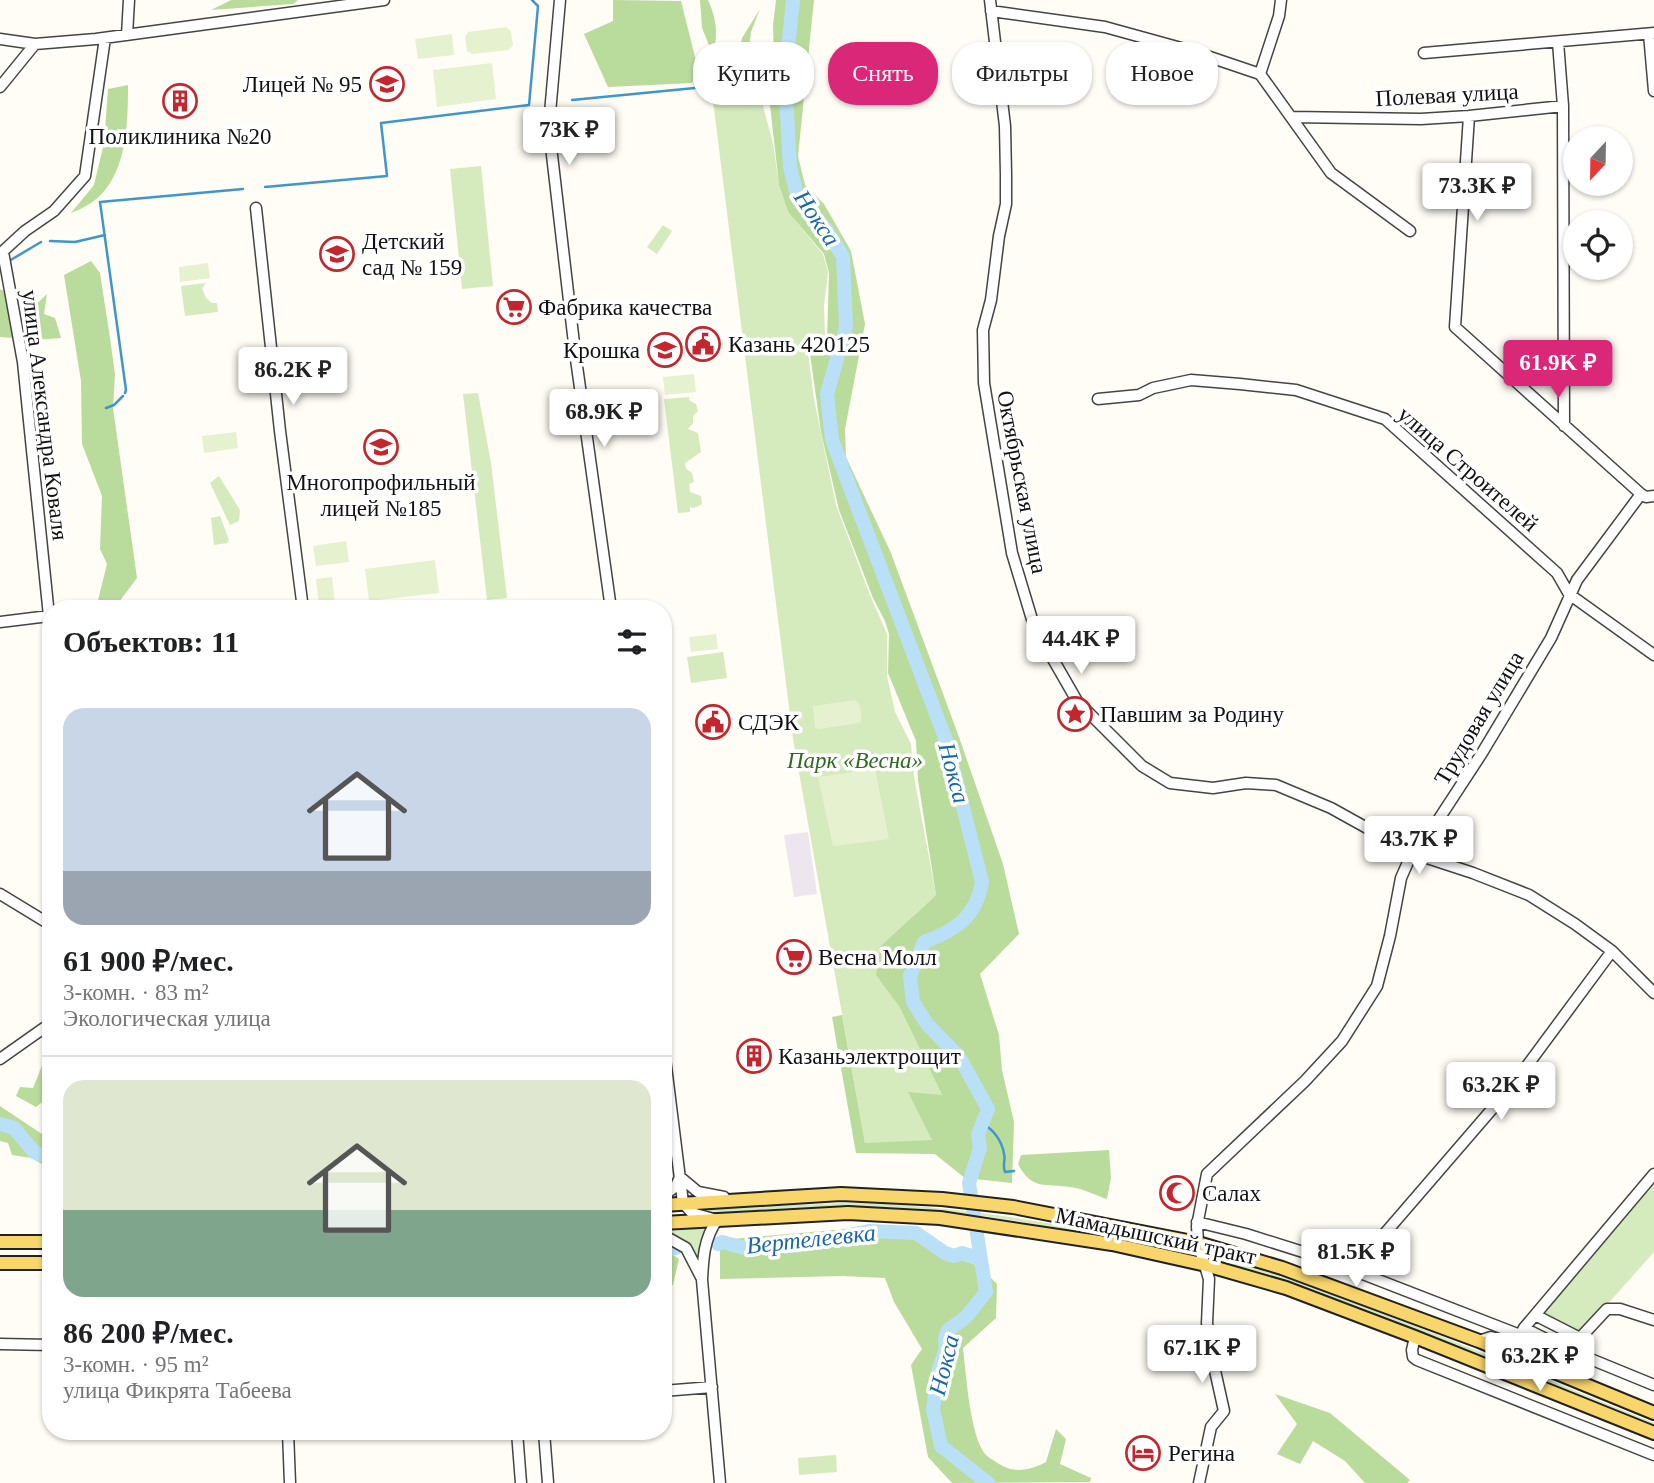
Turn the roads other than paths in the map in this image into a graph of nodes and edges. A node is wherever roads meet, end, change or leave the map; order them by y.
1 (129, 0) edge
2 (384, 0) edge
3 (560, 0) edge
4 (1280, 0) edge
5 (990, 5) edge
6 (1651, 34) edge
7 (127, 35) junction
8 (101, 38) junction
9 (0, 39) edge
10 (1558, 42) junction
11 (35, 44) junction
12 (1424, 53) dead end
13 (1260, 74) junction
14 (0, 87) edge
15 (1654, 91) edge
16 (1563, 106) junction
17 (1469, 116) junction
18 (1291, 117) junction
19 (256, 208) dead end
20 (1410, 231) dead end
21 (2, 253) edge
22 (1098, 399) dead end
23 (1564, 426) junction
24 (1641, 494) junction
25 (1654, 496) edge
26 (1569, 594) junction
27 (47, 600) edge
28 (302, 600) edge
29 (610, 600) edge
30 (42, 617) edge
31 (0, 622) edge
32 (1654, 654) edge
33 (1412, 853) junction
34 (0, 894) edge
35 (42, 920) edge
36 (1612, 951) junction
37 (1654, 993) edge
38 (42, 1029) edge
39 (0, 1059) edge
40 (672, 1113) edge
41 (1654, 1174) edge
42 (680, 1177) junction
43 (672, 1189) edge
44 (740, 1199) junction
45 (683, 1203) junction
46 (672, 1204) edge
47 (717, 1220) junction
48 (672, 1222) edge
49 (1198, 1222) junction
50 (672, 1240) edge
51 (0, 1242) edge
52 (42, 1242) edge
53 (1198, 1243) junction
54 (0, 1263) edge
55 (42, 1263) edge
56 (1206, 1265) junction
57 (1360, 1274) junction
58 (702, 1280) junction
59 (1535, 1315) junction
60 (1654, 1320) edge
61 (1521, 1333) junction
62 (1415, 1337) junction
63 (1479, 1341) junction
64 (0, 1344) edge
65 (42, 1345) edge
66 (1538, 1365) junction
67 (1654, 1385) edge
68 (712, 1387) junction
69 (672, 1390) edge
70 (1654, 1413) edge
71 (1654, 1433) edge
72 (288, 1440) edge
73 (518, 1440) edge
74 (545, 1440) edge
75 (1654, 1455) edge
76 (290, 1483) edge
77 (521, 1483) edge
78 (548, 1483) edge
79 (720, 1483) edge
80 (1199, 1483) edge

1 - 7 street
2 - 7 street
3 - 29 street
4 - 13 street
5 - 13 street
5 - 33 street, Октябрьская улица
6 - 10 street
6 - 15 street
7 - 8 street
8 - 11 street
8 - 21 street
9 - 11 street
10 - 12 street
10 - 16 street
11 - 14 street
13 - 18 street
16 - 17 street, Полевая улица
16 - 23 street
17 - 18 street, Полевая улица
17 - 23 street
18 - 20 street
19 - 28 street
21 - 27 street, улица Александра Коваля
22 - 26 street, улица Строителей
23 - 24 street
24 - 25 street
24 - 26 street, Трудовая улица
26 - 32 street, улица Строителей
26 - 33 street, Трудовая улица
30 - 31 street, улица Александра Коваля
33 - 36 street, Октябрьская улица
33 - 49 street, Трудовая улица
34 - 35 street
36 - 37 street, Октябрьская улица
36 - 57 street
38 - 39 street
40 - 42 street
41 - 59 street
42 - 43 street
42 - 44 street
42 - 45 street
44 - 45 main road, Мамадышский тракт
44 - 53 main road, Мамадышский тракт
45 - 46 main road, Мамадышский тракт
45 - 47 street
47 - 48 main road, Мамадышский тракт
47 - 56 main road, Мамадышский тракт
47 - 58 street
49 - 53 street, Трудовая улица
49 - 57 street
50 - 58 street
51 - 52 main road
53 - 56 street, Трудовая улица
53 - 63 main road, Мамадышский тракт
54 - 55 main road
56 - 62 main road, Мамадышский тракт
56 - 80 street, Трудовая улица
57 - 61 street
58 - 68 street
59 - 60 street
59 - 61 street
61 - 63 street
61 - 66 street
61 - 67 street
62 - 71 main road, Мамадышский тракт
62 - 75 street
63 - 66 main road, Мамадышский тракт
64 - 65 street
66 - 70 main road, Мамадышский тракт
68 - 69 street
68 - 79 street
72 - 76 street
73 - 77 street
74 - 78 street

◆ Your instructions
Each line above should be returned exactly as it stands, minus any pictures.

◆ Completed task
Turn the roads other than paths in the map in this image into a graph of nodes and edges. A node is wherever roads meet, end, change or leave the map; order them by y.
1 (129, 0) edge
2 (384, 0) edge
3 (560, 0) edge
4 (1280, 0) edge
5 (990, 5) edge
6 (1651, 34) edge
7 (127, 35) junction
8 (101, 38) junction
9 (0, 39) edge
10 (1558, 42) junction
11 (35, 44) junction
12 (1424, 53) dead end
13 (1260, 74) junction
14 (0, 87) edge
15 (1654, 91) edge
16 (1563, 106) junction
17 (1469, 116) junction
18 (1291, 117) junction
19 (256, 208) dead end
20 (1410, 231) dead end
21 (2, 253) edge
22 (1098, 399) dead end
23 (1564, 426) junction
24 (1641, 494) junction
25 (1654, 496) edge
26 (1569, 594) junction
27 (47, 600) edge
28 (302, 600) edge
29 (610, 600) edge
30 (42, 617) edge
31 (0, 622) edge
32 (1654, 654) edge
33 (1412, 853) junction
34 (0, 894) edge
35 (42, 920) edge
36 (1612, 951) junction
37 (1654, 993) edge
38 (42, 1029) edge
39 (0, 1059) edge
40 (672, 1113) edge
41 (1654, 1174) edge
42 (680, 1177) junction
43 (672, 1189) edge
44 (740, 1199) junction
45 (683, 1203) junction
46 (672, 1204) edge
47 (717, 1220) junction
48 (672, 1222) edge
49 (1198, 1222) junction
50 (672, 1240) edge
51 (0, 1242) edge
52 (42, 1242) edge
53 (1198, 1243) junction
54 (0, 1263) edge
55 (42, 1263) edge
56 (1206, 1265) junction
57 (1360, 1274) junction
58 (702, 1280) junction
59 (1535, 1315) junction
60 (1654, 1320) edge
61 (1521, 1333) junction
62 (1415, 1337) junction
63 (1479, 1341) junction
64 (0, 1344) edge
65 (42, 1345) edge
66 (1538, 1365) junction
67 (1654, 1385) edge
68 (712, 1387) junction
69 (672, 1390) edge
70 (1654, 1413) edge
71 (1654, 1433) edge
72 (288, 1440) edge
73 (518, 1440) edge
74 (545, 1440) edge
75 (1654, 1455) edge
76 (290, 1483) edge
77 (521, 1483) edge
78 (548, 1483) edge
79 (720, 1483) edge
80 (1199, 1483) edge

1 - 7 street
2 - 7 street
3 - 29 street
4 - 13 street
5 - 13 street
5 - 33 street, Октябрьская улица
6 - 10 street
6 - 15 street
7 - 8 street
8 - 11 street
8 - 21 street
9 - 11 street
10 - 12 street
10 - 16 street
11 - 14 street
13 - 18 street
16 - 17 street, Полевая улица
16 - 23 street
17 - 18 street, Полевая улица
17 - 23 street
18 - 20 street
19 - 28 street
21 - 27 street, улица Александра Коваля
22 - 26 street, улица Строителей
23 - 24 street
24 - 25 street
24 - 26 street, Трудовая улица
26 - 32 street, улица Строителей
26 - 33 street, Трудовая улица
30 - 31 street, улица Александра Коваля
33 - 36 street, Октябрьская улица
33 - 49 street, Трудовая улица
34 - 35 street
36 - 37 street, Октябрьская улица
36 - 57 street
38 - 39 street
40 - 42 street
41 - 59 street
42 - 43 street
42 - 44 street
42 - 45 street
44 - 45 main road, Мамадышский тракт
44 - 53 main road, Мамадышский тракт
45 - 46 main road, Мамадышский тракт
45 - 47 street
47 - 48 main road, Мамадышский тракт
47 - 56 main road, Мамадышский тракт
47 - 58 street
49 - 53 street, Трудовая улица
49 - 57 street
50 - 58 street
51 - 52 main road
53 - 56 street, Трудовая улица
53 - 63 main road, Мамадышский тракт
54 - 55 main road
56 - 62 main road, Мамадышский тракт
56 - 80 street, Трудовая улица
57 - 61 street
58 - 68 street
59 - 60 street
59 - 61 street
61 - 63 street
61 - 66 street
61 - 67 street
62 - 71 main road, Мамадышский тракт
62 - 75 street
63 - 66 main road, Мамадышский тракт
64 - 65 street
66 - 70 main road, Мамадышский тракт
68 - 69 street
68 - 79 street
72 - 76 street
73 - 77 street
74 - 78 street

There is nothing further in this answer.